Task statement » Read the entries below and pull out each line with the string "Menderes".

Source data »
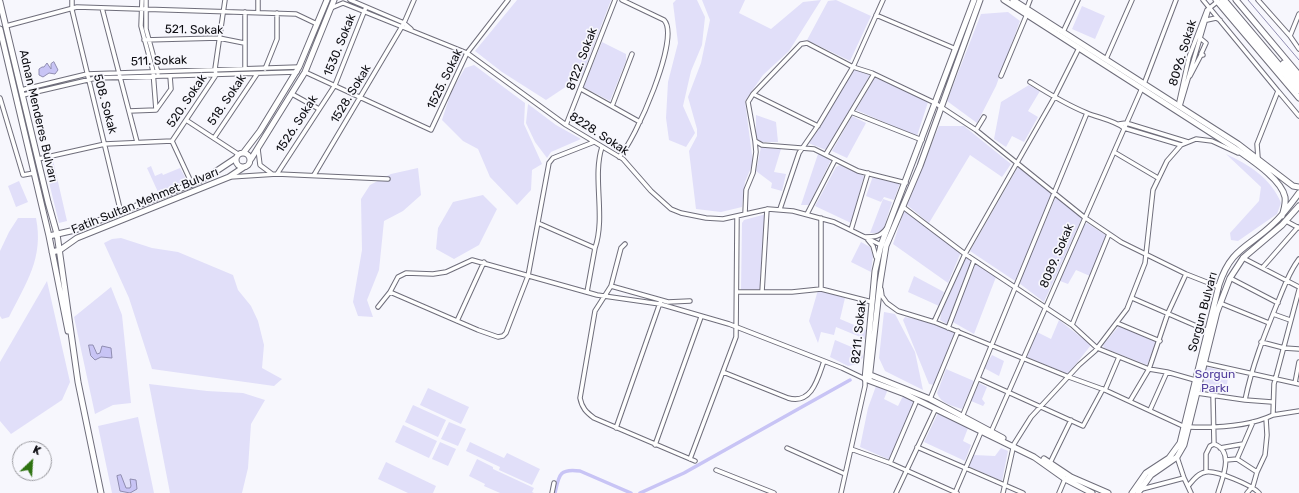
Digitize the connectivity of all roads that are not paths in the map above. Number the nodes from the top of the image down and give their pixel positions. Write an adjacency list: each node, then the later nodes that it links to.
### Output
1 (72, 0): 34 (street, 508. Sokak)
2 (142, 0): 33 (street)
3 (146, 0): 33 (street)
4 (225, 0): 35 (street, 520. Sokak)
5 (258, 0): 37 (street)
6 (326, 0): 46 (main road, Fatih Sultan Mehmet Bulvarı)
7 (334, 0): 30 (main road, Fatih Sultan Mehmet Bulvarı)
8 (350, 0): 28 (street)
9 (414, 0): 45 (street, 1528. Sokak)
10 (508, 0): 61 (street, 1525. Sokak)
11 (615, 0): 90 (street, 8122. Sokak)
12 (622, 0): 112 (street)
13 (883, 0): 40 (street)
14 (974, 0): 60 (main road)
15 (980, 0): 102 (main road)
16 (1004, 0): 41 (main road)
17 (1013, 0): 31 (main road)
18 (1030, 0): 31 (street)
19 (1078, 0): 51 (street)
20 (1132, 0): 63 (street)
21 (1176, 0): 89 (street, 8089. Sokak)
22 (1203, 0): 32 (street)
23 (1229, 0): 87 (highway)
24 (1236, 0): 78 (main road)
25 (1258, 0): 52 (street)
26 (1219, 1): 32 (street, 8096. Sokak); 91 (highway); 99 (main road)
27 (0, 2): 47 (main road, Adnan Menderes Bulvarı)
28 (366, 7): 38 (street, 1530. Sokak); 45 (street)
29 (102, 8): 33 (street); 34 (street); 70 (street)
30 (331, 8): 38 (street); 72 (main road, Fatih Sultan Mehmet Bulvarı)
31 (1027, 8): 51 (main road)
32 (1210, 8): 43 (street, 8096. Sokak); 44 (street); 104 (street, 8096. Sokak)
33 (144, 9): 35 (street); 55 (street); 56 (street)
34 (72, 10): 47 (street); 74 (street, 508. Sokak)
35 (224, 10): 36 (street); 53 (street, 520. Sokak)
36 (245, 12): 37 (street); 57 (street)
37 (258, 12): 39 (street)
38 (364, 12): 48 (street); 88 (street, 1530. Sokak)
39 (277, 13): 46 (street); 65 (street)
40 (876, 14): 60 (street); 64 (street)
41 (1026, 14): 58 (main road); 82 (street)
42 (1299, 16): 52 (street)
43 (1206, 21): 44 (street, 8096. Sokak); 54 (street, 8096. Sokak)
44 (1221, 21): 92 (street)
45 (404, 23): 48 (street, 1528. Sokak); 50 (street)
46 (317, 24): 68 (main road, Fatih Sultan Mehmet Bulvarı)
47 (6, 26): 93 (main road, Adnan Menderes Bulvarı)
48 (402, 28): 50 (street); 97 (street, 1528. Sokak)
49 (0, 29): 142 (main road, Adnan Menderes Bulvarı)
50 (412, 30): 61 (street, 8228. Sokak)
51 (1063, 32): 63 (main road)
52 (1290, 36): 59 (street)
53 (219, 38): 56 (street, 521. Sokak); 57 (street, 521. Sokak); 66 (street, 520. Sokak)
54 (1200, 38): 84 (street, 8096. Sokak); 84 (street)
55 (144, 40): 56 (street, 521. Sokak); 71 (street)
56 (148, 40): 69 (street)
57 (244, 43): 67 (street)
58 (1079, 48): 89 (main road); 98 (street)
59 (1299, 49)
60 (957, 50): 100 (main road, 8211. Sokak)
61 (467, 53): 97 (street, 1525. Sokak); 115 (street, 8228. Sokak)
62 (632, 54): 101 (street)
63 (1106, 59): 89 (main road)
64 (853, 67): 77 (street); 95 (street); 116 (street)
65 (265, 68): 67 (street, 511. Sokak); 68 (street, 511. Sokak); 73 (street)
66 (216, 69): 67 (street, 511. Sokak); 69 (street, 511. Sokak); 75 (street, 520. Sokak)
67 (245, 69)
68 (298, 70): 73 (street, 511. Sokak); 133 (main road, Fatih Sultan Mehmet Bulvarı)
69 (158, 71): 71 (street, 511. Sokak); 80 (street)
70 (119, 72): 71 (street, 511. Sokak); 74 (street, 511. Sokak); 83 (street)
71 (152, 72): 79 (street)
72 (305, 72): 88 (street); 94 (main road, Fatih Sultan Mehmet Bulvarı)
73 (263, 73): 76 (street, 511. Sokak)
74 (87, 74): 85 (street, 508. Sokak); 93 (street, 511. Sokak)
75 (216, 74): 76 (street, 511. Sokak); 81 (street, 511. Sokak); 111 (street, 520. Sokak)
76 (257, 74): 119 (street, 518. Sokak)
77 (874, 74): 100 (street); 107 (street)
78 (1299, 75)
79 (153, 76): 80 (street, 511. Sokak); 83 (street, 511. Sokak); 105 (street)
80 (158, 76): 81 (street, 511. Sokak)
81 (170, 76): 105 (street)
82 (1001, 76)
83 (120, 78): 85 (street, 511. Sokak); 106 (street)
84 (1188, 78): 104 (street, 8096. Sokak)
85 (88, 80): 93 (street, 511. Sokak); 126 (street, 508. Sokak)
86 (1030, 82): 98 (street)
87 (1299, 82)
88 (335, 85): 97 (street); 103 (street, 1526. Sokak)
89 (1143, 86): 104 (main road); 113 (street, 8089. Sokak)
90 (581, 89): 101 (street); 115 (street, 8122. Sokak)
91 (1299, 90)
92 (1278, 91): 109 (street); 135 (street)
93 (22, 93): 136 (main road, Adnan Menderes Bulvarı)
94 (292, 94): 103 (street); 130 (main road, Fatih Sultan Mehmet Bulvarı)
95 (752, 94): 116 (street); 122 (street)
96 (0, 98): 142 (street)
97 (361, 98): 146 (street, 1528. Sokak)
98 (1054, 98): 108 (street); 140 (street)
99 (1299, 98)
100 (935, 102): 102 (street); 120 (main road, 8211. Sokak)
101 (612, 106): 112 (street)
102 (942, 107): 118 (street); 156 (main road)
103 (319, 109): 145 (street, 1526. Sokak)
104 (1179, 109): 135 (main road); 139 (main road)
105 (156, 110): 106 (street)
106 (129, 111): 123 (street)
107 (851, 112): 120 (street); 132 (street)
108 (1087, 113): 114 (street); 153 (street)
109 (1299, 116)
110 (984, 117): 118 (street)
111 (186, 120): 119 (street); 121 (street, 520. Sokak)
112 (640, 122): 134 (street)
113 (1126, 123): 114 (street); 117 (street, 8089. Sokak); 125 (street)
114 (1119, 124): 117 (street)
115 (566, 125): 124 (street, 8228. Sokak)
116 (818, 126): 129 (street)
117 (1124, 128): 127 (street); 131 (street, 8089. Sokak)
118 (976, 130): 140 (street)
119 (214, 138): 133 (street)
120 (922, 140): 150 (main road, 8211. Sokak)
121 (172, 141): 123 (street); 151 (street)
122 (755, 141): 129 (street); 160 (street)
123 (138, 142): 126 (street)
124 (594, 142): 128 (street, 8228. Sokak); 168 (street)
125 (1188, 142): 127 (street); 139 (street)
126 (105, 144): 136 (street); 159 (street, 508. Sokak)
127 (1180, 145): 148 (street)
128 (602, 147): 134 (street, 8228. Sokak); 177 (street)
129 (802, 147): 132 (street); 158 (street)
130 (258, 149): 137 (main road, Fatih Sultan Mehmet Bulvarı); 144 (street)
131 (1114, 152): 148 (street); 164 (street, 8089. Sokak)
132 (826, 154): 138 (street)
133 (239, 155): 137 (main road); 141 (main road); 151 (main road, Fatih Sultan Mehmet Bulvarı)
134 (620, 157): 163 (street, 8228. Sokak)
135 (1258, 158): 152 (main road)
136 (38, 159): 171 (main road, Adnan Menderes Bulvarı)
137 (251, 159): 141 (main road, Fatih Sultan Mehmet Bulvarı)
138 (835, 160): 143 (street); 161 (street)
139 (1251, 160): 162 (main road)
140 (1016, 162): 153 (street); 180 (street)
141 (244, 167): 147 (main road, Fatih Sultan Mehmet Bulvarı)
142 (34, 173): 173 (main road, Adnan Menderes Bulvarı)
143 (868, 173): 150 (street); 170 (street)
144 (272, 174): 145 (street); 147 (street)
145 (277, 174): 146 (street)
146 (314, 175): 149 (street)
147 (229, 177): 178 (main road, Fatih Sultan Mehmet Bulvarı)
148 (1158, 178): 182 (street)
149 (388, 179)
150 (906, 183): 167 (main road, 8211. Sokak)
151 (192, 184): 159 (main road, Fatih Sultan Mehmet Bulvarı)
152 (1299, 187)
153 (1055, 192): 164 (street); 196 (street)
154 (1299, 193): 162 (main road, Sorgun Bulvarı)
155 (1299, 206): 166 (main road, Sorgun Bulvarı)
156 (903, 207): 180 (street); 194 (main road)
157 (767, 209): 158 (street, 8228. Sokak); 160 (street, 8228. Sokak); 203 (street)
158 (780, 209): 161 (street, 8228. Sokak)
159 (121, 213): 171 (main road, Fatih Sultan Mehmet Bulvarı)
160 (745, 214): 163 (street, 8228. Sokak)
161 (807, 214): 165 (street, 8228. Sokak)
162 (1282, 216): 181 (main road, Sorgun Bulvarı)
163 (738, 217): 202 (street)
164 (1084, 217): 172 (street); 212 (street, 8089. Sokak)
165 (821, 218): 170 (street, 8228. Sokak); 199 (street)
166 (1286, 221): 169 (street); 183 (main road, Sorgun Bulvarı)
167 (890, 222): 174 (street); 176 (main road, 8211. Sokak)
168 (538, 223): 177 (street); 190 (street)
169 (1298, 228): 187 (street)
170 (850, 230): 174 (street, 8228. Sokak)
171 (57, 234): 173 (main road, Fatih Sultan Mehmet Bulvarı); 178 (main road, Adnan Menderes Bulvarı)
172 (1109, 234): 182 (street); 221 (street)
173 (49, 236): 179 (main road, Adnan Menderes Bulvarı)
174 (864, 237): 176 (street, 8228. Sokak); 188 (street)
175 (624, 244): 195 (street)
176 (881, 245): 188 (main road, 8211. Sokak)
177 (595, 248): 201 (street)
178 (60, 250): 179 (main road, Fatih Sultan Mehmet Bulvarı); 229 (main road)
179 (52, 252): 229 (main road)
180 (965, 254): 184 (street); 218 (street)
181 (1235, 254): 183 (main road); 191 (main road, Sorgun Bulvarı)
182 (1147, 256): 189 (street); 205 (street)
183 (1243, 258): 187 (street); 192 (main road, Sorgun Bulvarı)
184 (974, 260): 196 (street); 223 (street)
185 (1299, 260): 193 (street)
186 (484, 262): 190 (street); 200 (street); 217 (street)
187 (1263, 267): 193 (street)
188 (875, 271): 208 (main road, 8211. Sokak)
189 (1186, 274): 197 (street); 213 (street)
190 (528, 276): 201 (street); 217 (street)
191 (1222, 277): 192 (main road); 197 (main road, Sorgun Bulvarı)
192 (1230, 278): 209 (main road, Sorgun Bulvarı); 210 (street)
193 (1285, 281): 198 (street); 210 (street)
194 (880, 283): 218 (street); 242 (main road)
195 (611, 286): 204 (street); 207 (street)
196 (1015, 287): 212 (street); 228 (street)
197 (1219, 287): 225 (main road, Sorgun Bulvarı)
198 (1299, 288): 216 (street)
199 (821, 289): 203 (street); 208 (street)
200 (390, 292): 211 (street); 217 (street)
201 (587, 292): 204 (street)
202 (737, 292): 203 (street); 222 (street)
203 (762, 292)
204 (606, 297): 207 (street); 268 (street)
205 (1132, 298): 213 (street); 219 (street)
206 (690, 301): 207 (street)
207 (660, 302): 215 (street); 268 (street)
208 (872, 302): 242 (main road, 8211. Sokak)
209 (1220, 303): 220 (street); 237 (main road, Sorgun Bulvarı)
210 (1278, 303): 214 (street)
211 (378, 308)
212 (1046, 308): 221 (street); 234 (street, 8089. Sokak)
213 (1168, 313): 225 (street); 226 (street)
214 (1273, 314): 216 (street); 220 (street)
215 (701, 317): 222 (street); 274 (street)
216 (1290, 320): 231 (street)
217 (456, 321)
218 (934, 322): 223 (street)
219 (1117, 323): 226 (street); 230 (street)
220 (1269, 323): 227 (street)
221 (1072, 324): 230 (street)
222 (737, 327): 235 (street); 239 (street)
223 (948, 328): 224 (street)
224 (958, 331): 228 (street); 253 (street)
225 (1208, 331): 246 (main road, Sorgun Bulvarı)
226 (1160, 341): 238 (street)
227 (1261, 342): 231 (street); 241 (street)
228 (993, 345): 234 (street); 244 (street)
229 (73, 348): 301 (main road)
230 (1097, 348): 233 (street); 243 (street)
231 (1284, 348): 232 (street); 245 (street)
232 (1299, 348)
233 (1119, 357): 238 (street); 249 (street)
234 (1024, 358): 243 (street); 250 (street, 8089. Sokak)
235 (824, 361): 239 (street); 242 (street)
236 (1299, 362): 247 (street)
237 (1204, 363): 241 (street); 251 (main road, Sorgun Bulvarı)
238 (1149, 369): 240 (street); 256 (street)
239 (723, 372): 281 (street)
240 (1167, 372): 246 (street); 260 (street)
241 (1250, 374): 245 (street); 255 (street)
242 (866, 376): 253 (main road); 254 (main road, 8211. Sokak); 279 (street)
243 (1069, 377): 249 (street); 258 (street)
244 (979, 379): 250 (street); 263 (street)
245 (1275, 379): 247 (street); 257 (street)
246 (1195, 380): 267 (main road, Sorgun Bulvarı)
247 (1295, 383): 248 (street)
248 (1299, 384)
249 (1104, 390): 256 (street); 265 (street)
250 (1010, 393): 258 (street); 271 (street, 8089. Sokak)
251 (1197, 393): 252 (street); 267 (main road, Sorgun Bulvarı)
252 (1213, 396): 255 (street); 269 (street)
253 (930, 399): 263 (main road)
254 (917, 400): 259 (main road, 8211. Sokak); 285 (street)
255 (1245, 400): 257 (street)
256 (1130, 401): 260 (street)
257 (1272, 402): 262 (street)
258 (1041, 407): 265 (street); 275 (street)
259 (935, 410): 270 (main road, 8211. Sokak); 276 (street)
260 (1150, 410): 267 (street)
261 (1299, 411): 262 (street)
262 (1273, 415): 264 (street)
263 (962, 417): 271 (main road)
264 (1266, 418): 266 (street); 291 (street)
265 (1071, 420): 286 (street)
266 (1253, 422): 269 (street); 273 (street)
267 (1187, 427): 269 (street); 280 (main road, Sorgun Bulvarı); 312 (main road, Sorgun Bulvarı)
268 (616, 428): 274 (street)
269 (1213, 428): 272 (street)
270 (981, 432): 275 (main road, 8211. Sokak); 287 (street)
271 (991, 432): 275 (main road)
272 (1214, 444): 278 (street); 290 (street)
273 (1243, 444): 278 (street); 282 (street)
274 (655, 445): 281 (street)
275 (1014, 446): 286 (main road); 295 (main road, 8211. Sokak); 298 (street)
276 (918, 447): 287 (street); 289 (street)
277 (787, 448): 292 (street)
278 (1220, 448): 283 (street)
279 (851, 449): 285 (street); 292 (street)
280 (1177, 457): 294 (street); 300 (main road)
281 (690, 459): 284 (street)
282 (1237, 459): 283 (street); 291 (street)
283 (1226, 460): 293 (street)
284 (695, 461)
285 (890, 463): 289 (street)
286 (1050, 463): 311 (main road)
287 (965, 467): 298 (street); 306 (street)
288 (716, 470): 303 (street)
289 (907, 471): 305 (street); 306 (street)
290 (1206, 472): 293 (street); 297 (street)
291 (1257, 472): 299 (street)
292 (846, 474): 304 (street)
293 (1223, 475): 299 (street); 314 (street)
294 (1184, 478): 297 (street); 300 (street)
295 (1064, 479): 309 (street); 310 (main road, 8211. Sokak)
296 (554, 483): 302 (street)
297 (1189, 485): 313 (street)
298 (1004, 486): 307 (street); 308 (street)
299 (1253, 486): 315 (street); 316 (street)
300 (1140, 491)
301 (101, 493)
302 (552, 493)
303 (774, 493)
304 (841, 493)
305 (896, 493)
306 (956, 493)
307 (1003, 493)
308 (1023, 493)
309 (1059, 493)
310 (1092, 493)
311 (1108, 493)
312 (1132, 493)
313 (1192, 493)
314 (1218, 493)
315 (1246, 493)
316 (1259, 493)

Answer section »
27 (0, 2): 47 (main road, Adnan Menderes Bulvarı)
47 (6, 26): 93 (main road, Adnan Menderes Bulvarı)
49 (0, 29): 142 (main road, Adnan Menderes Bulvarı)
93 (22, 93): 136 (main road, Adnan Menderes Bulvarı)
136 (38, 159): 171 (main road, Adnan Menderes Bulvarı)
142 (34, 173): 173 (main road, Adnan Menderes Bulvarı)
171 (57, 234): 173 (main road, Fatih Sultan Mehmet Bulvarı); 178 (main road, Adnan Menderes Bulvarı)
173 (49, 236): 179 (main road, Adnan Menderes Bulvarı)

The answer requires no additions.